都市型携帯電話とでも呼べばよかったのに、「簡易型携帯電話」などと呼ぶからおかしな事に…といった感想も含めて。
PHSの特徴
PHSは音質が良い、省電力、低電磁波、小型化しやすい、移動中(ハンドオーバー)に弱い、建物内は(小セルのため)強い場合と(1.9GHzのため)弱い場合がある、などの特徴がよく言われる。
こうした特徴の要因は(携帯電話システムと比較して)主に小セル設計と、それゆえに先駆けて自律分散に対応したことにある。
小セル
PHSの最大の特長は、都市部における強さ。と言っても電波の強さ(出力が大きい・帯域が広いなど)ではなく、様々な条件に順応する柔軟さ。
小セルゆえに端末~基地局間の電波が微弱で済むため、(携帯電話に比べて)人体等への悪影響が指摘される電磁波の発生が低いとともに、端末・基地局ともに小型・省電力を実現しやすい。
基地局数が多い=1局あたりの収容回線数が少ないことから、周波数利用効率が高く、携帯電話に比べて1回線により広帯域を割り当てることができる。そのため「音質が良い」。
音質
PHSの音声符号化(CODEC)には G.726 32kbps (ADPCM) が使われている。
固定回線向けのVoIPサービスでは一般に G.711 (64kbps ADPCM) が使われ、これは人の声だけでなくモデム(FAXなど)にも対応し得る(ただし遅延やパケットロスなどの影響により、VoIPを通す回線が不安定な場合はモデム通信は切れやすい)。
携帯電話では、PHSと同世代にあたる PDC(2G, RCR STD-27) で使われていた VSELP (6.7kbps) は明らかに音質が劣っており、ときに会話が困難なほどになった。W-CDMA(3G) では改良され、AMR (4.75~12.2kbps) はPHSよりは劣るものの、さすがに会話に支障が出るほどではなくなっている。

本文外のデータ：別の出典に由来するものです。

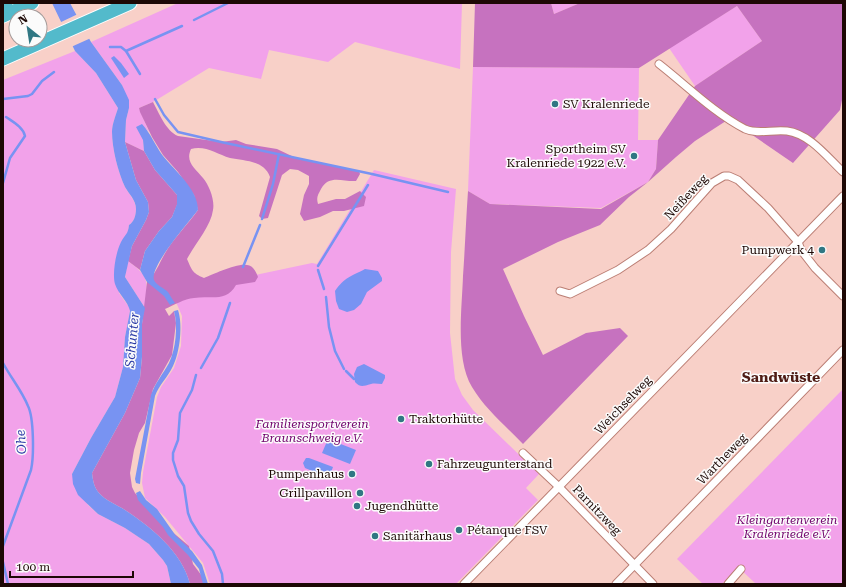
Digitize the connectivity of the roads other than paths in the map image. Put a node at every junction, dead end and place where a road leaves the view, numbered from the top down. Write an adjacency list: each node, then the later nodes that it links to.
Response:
1 (32, 3): 3 (highway)
2 (130, 3): 4 (highway)
3 (4, 10)
4 (3, 58)
5 (659, 64): 6 (street)
6 (843, 172)
7 (843, 196): 8 (street, Weichselweg)
8 (798, 242): 9 (street, Neißeweg); 10 (street, Neißeweg); 13 (street, Weichselweg)
9 (560, 291)
10 (843, 296)
11 (843, 350): 14 (street, Wartheweg)
12 (523, 452): 13 (street, Parnitzweg)
13 (559, 487): 14 (street, Parnitzweg); 16 (street, Weichselweg)
14 (635, 564): 17 (street, Wartheweg); 18 (street, Parnitzweg)
15 (741, 569): 19 (street)
16 (464, 584)
17 (616, 584)
18 (653, 584)
19 (728, 584)

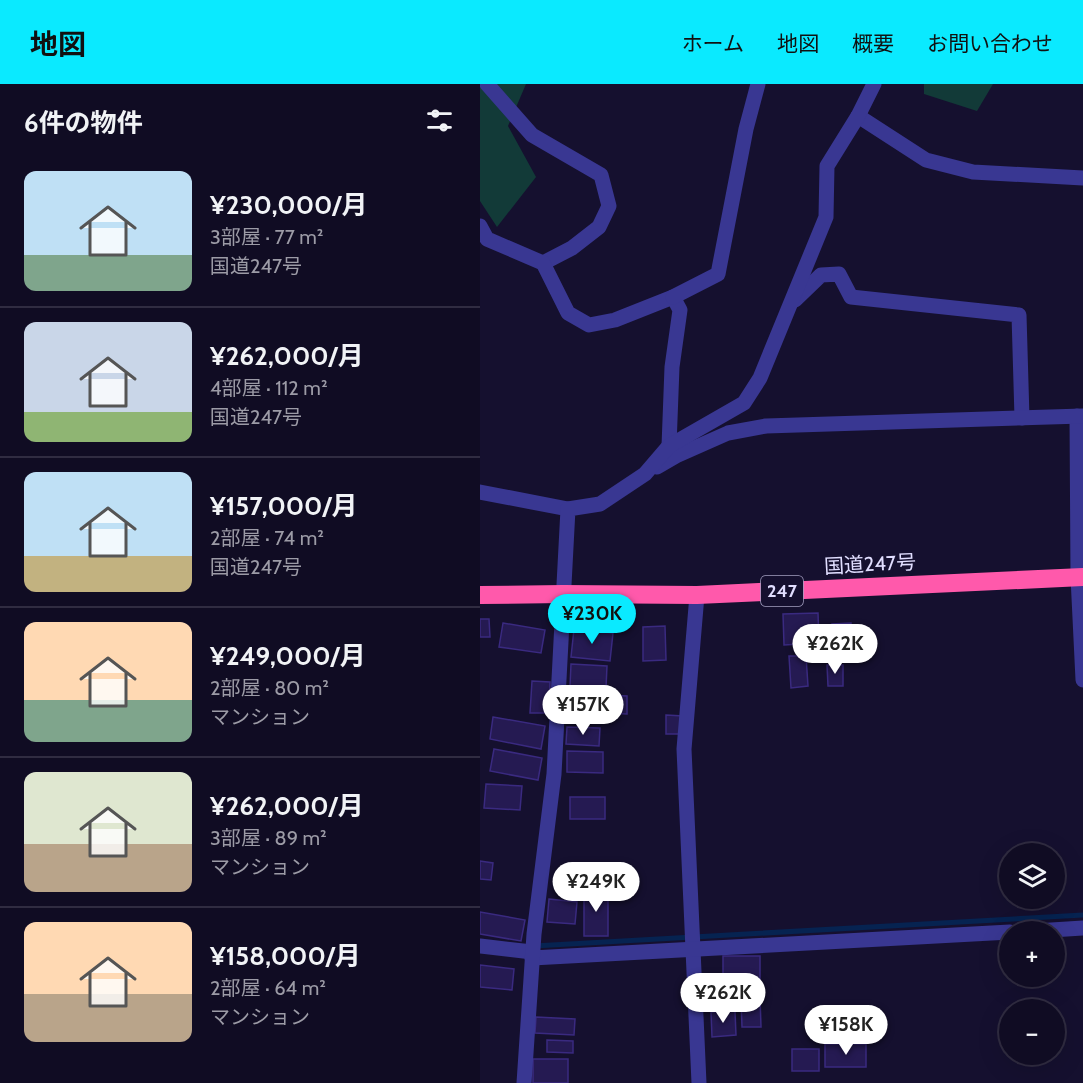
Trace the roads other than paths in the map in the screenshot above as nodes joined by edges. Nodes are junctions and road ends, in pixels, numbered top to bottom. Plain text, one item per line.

近年始まりそうな雰囲気のある VoLTE (Voice over LTE) では G.722 (およそ 8~24kbps) が使われる。広帯域化しているなど違いがあるので単純比較はできないことと、商用サービスが始まっていないので推測になるものの、圧縮技術の改良と、混雑状況により切り替わることから、空いているときはPHS並み、混雑すると音質が下がっていくような感じになるのかなと。
省電力
これは端末と基地局との距離が短いことから、端末の出力を小さくできることによる。 ただし、ハンドオーバーを繰り返す場面、例えば電車などで移動中に電源を入れておくと、ハンドオーバーごとに位置登録を繰り返すことになるため、高速移動中や、建物内など圏外にいる時間が長い場合は、消費電力は小さくない。
ハンドオーバー
基地局を切り替え(乗り換え)るときの手続きをいうが、PHSは1点を複数の基地局がカバーする仕組みゆえ、また端末が位置情報を自ら管理せず基地局任せにしている仕様から、基地局の切り替えに時間がかかる仕様になっている。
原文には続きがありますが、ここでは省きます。